→ Work to be completed:
From the first entry to the last, repeat them all exactly.

Saved data entries
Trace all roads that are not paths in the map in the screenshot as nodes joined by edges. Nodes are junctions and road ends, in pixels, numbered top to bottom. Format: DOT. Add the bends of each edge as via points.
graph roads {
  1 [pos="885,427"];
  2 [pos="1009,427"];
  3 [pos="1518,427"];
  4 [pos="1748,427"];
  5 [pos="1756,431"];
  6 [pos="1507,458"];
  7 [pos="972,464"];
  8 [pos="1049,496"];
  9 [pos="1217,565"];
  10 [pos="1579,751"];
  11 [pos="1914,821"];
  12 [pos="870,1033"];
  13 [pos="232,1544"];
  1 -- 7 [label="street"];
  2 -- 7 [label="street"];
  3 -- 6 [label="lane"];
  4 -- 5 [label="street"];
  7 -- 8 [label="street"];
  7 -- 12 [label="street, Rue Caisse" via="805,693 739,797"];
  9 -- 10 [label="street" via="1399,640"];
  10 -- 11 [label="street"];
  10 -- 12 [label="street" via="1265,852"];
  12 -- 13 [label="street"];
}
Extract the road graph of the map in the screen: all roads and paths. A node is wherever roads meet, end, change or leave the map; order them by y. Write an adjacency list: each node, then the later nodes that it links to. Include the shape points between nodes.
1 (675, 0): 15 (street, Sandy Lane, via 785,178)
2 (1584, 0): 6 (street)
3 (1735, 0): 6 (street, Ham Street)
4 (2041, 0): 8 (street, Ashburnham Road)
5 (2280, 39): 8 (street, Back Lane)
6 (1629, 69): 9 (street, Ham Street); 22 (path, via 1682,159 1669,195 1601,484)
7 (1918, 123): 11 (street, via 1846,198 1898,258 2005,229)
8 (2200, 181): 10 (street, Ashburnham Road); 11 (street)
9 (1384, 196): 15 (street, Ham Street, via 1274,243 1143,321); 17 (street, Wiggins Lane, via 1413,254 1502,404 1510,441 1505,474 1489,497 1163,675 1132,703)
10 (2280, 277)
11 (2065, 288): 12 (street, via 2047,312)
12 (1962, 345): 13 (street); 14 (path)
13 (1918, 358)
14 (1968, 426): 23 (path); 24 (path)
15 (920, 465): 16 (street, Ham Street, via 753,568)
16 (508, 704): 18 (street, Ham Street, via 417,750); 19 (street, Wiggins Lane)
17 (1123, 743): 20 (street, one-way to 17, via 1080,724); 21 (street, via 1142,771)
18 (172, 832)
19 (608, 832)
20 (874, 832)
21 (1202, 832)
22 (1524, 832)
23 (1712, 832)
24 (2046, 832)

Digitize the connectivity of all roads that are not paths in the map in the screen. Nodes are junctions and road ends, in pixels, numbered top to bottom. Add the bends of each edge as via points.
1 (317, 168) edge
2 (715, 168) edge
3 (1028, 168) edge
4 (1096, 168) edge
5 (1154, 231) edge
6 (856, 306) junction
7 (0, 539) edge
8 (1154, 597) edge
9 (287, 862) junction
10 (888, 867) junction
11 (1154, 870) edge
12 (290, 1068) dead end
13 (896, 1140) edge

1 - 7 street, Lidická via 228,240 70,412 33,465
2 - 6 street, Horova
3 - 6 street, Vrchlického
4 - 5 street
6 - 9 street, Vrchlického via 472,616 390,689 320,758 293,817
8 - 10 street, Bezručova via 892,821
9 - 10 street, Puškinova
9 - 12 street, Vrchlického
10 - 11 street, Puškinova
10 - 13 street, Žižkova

→ Exercise response:
Trace all roads that are not paths in the map in the screenshot as nodes joined by edges. Nodes are junctions and road ends, in pixels, numbered top to bottom. Format: DOT. Add the bends of each edge as via points.
graph roads {
  1 [pos="885,427"];
  2 [pos="1009,427"];
  3 [pos="1518,427"];
  4 [pos="1748,427"];
  5 [pos="1756,431"];
  6 [pos="1507,458"];
  7 [pos="972,464"];
  8 [pos="1049,496"];
  9 [pos="1217,565"];
  10 [pos="1579,751"];
  11 [pos="1914,821"];
  12 [pos="870,1033"];
  13 [pos="232,1544"];
  1 -- 7 [label="street"];
  2 -- 7 [label="street"];
  3 -- 6 [label="lane"];
  4 -- 5 [label="street"];
  7 -- 8 [label="street"];
  7 -- 12 [label="street, Rue Caisse" via="805,693 739,797"];
  9 -- 10 [label="street" via="1399,640"];
  10 -- 11 [label="street"];
  10 -- 12 [label="street" via="1265,852"];
  12 -- 13 [label="street"];
}
Extract the road graph of the map in the screen: all roads and paths. A node is wherever roads meet, end, change or leave the map; order them by y. Write an adjacency list: each node, then the later nodes that it links to. Include the shape points between nodes.
1 (675, 0): 15 (street, Sandy Lane, via 785,178)
2 (1584, 0): 6 (street)
3 (1735, 0): 6 (street, Ham Street)
4 (2041, 0): 8 (street, Ashburnham Road)
5 (2280, 39): 8 (street, Back Lane)
6 (1629, 69): 9 (street, Ham Street); 22 (path, via 1682,159 1669,195 1601,484)
7 (1918, 123): 11 (street, via 1846,198 1898,258 2005,229)
8 (2200, 181): 10 (street, Ashburnham Road); 11 (street)
9 (1384, 196): 15 (street, Ham Street, via 1274,243 1143,321); 17 (street, Wiggins Lane, via 1413,254 1502,404 1510,441 1505,474 1489,497 1163,675 1132,703)
10 (2280, 277)
11 (2065, 288): 12 (street, via 2047,312)
12 (1962, 345): 13 (street); 14 (path)
13 (1918, 358)
14 (1968, 426): 23 (path); 24 (path)
15 (920, 465): 16 (street, Ham Street, via 753,568)
16 (508, 704): 18 (street, Ham Street, via 417,750); 19 (street, Wiggins Lane)
17 (1123, 743): 20 (street, one-way to 17, via 1080,724); 21 (street, via 1142,771)
18 (172, 832)
19 (608, 832)
20 (874, 832)
21 (1202, 832)
22 (1524, 832)
23 (1712, 832)
24 (2046, 832)

Digitize the connectivity of all roads that are not paths in the map in the screen. Nodes are junctions and road ends, in pixels, numbered top to bottom. Add the bends of each edge as via points.
1 (317, 168) edge
2 (715, 168) edge
3 (1028, 168) edge
4 (1096, 168) edge
5 (1154, 231) edge
6 (856, 306) junction
7 (0, 539) edge
8 (1154, 597) edge
9 (287, 862) junction
10 (888, 867) junction
11 (1154, 870) edge
12 (290, 1068) dead end
13 (896, 1140) edge

1 - 7 street, Lidická via 228,240 70,412 33,465
2 - 6 street, Horova
3 - 6 street, Vrchlického
4 - 5 street
6 - 9 street, Vrchlického via 472,616 390,689 320,758 293,817
8 - 10 street, Bezručova via 892,821
9 - 10 street, Puškinova
9 - 12 street, Vrchlického
10 - 11 street, Puškinova
10 - 13 street, Žižkova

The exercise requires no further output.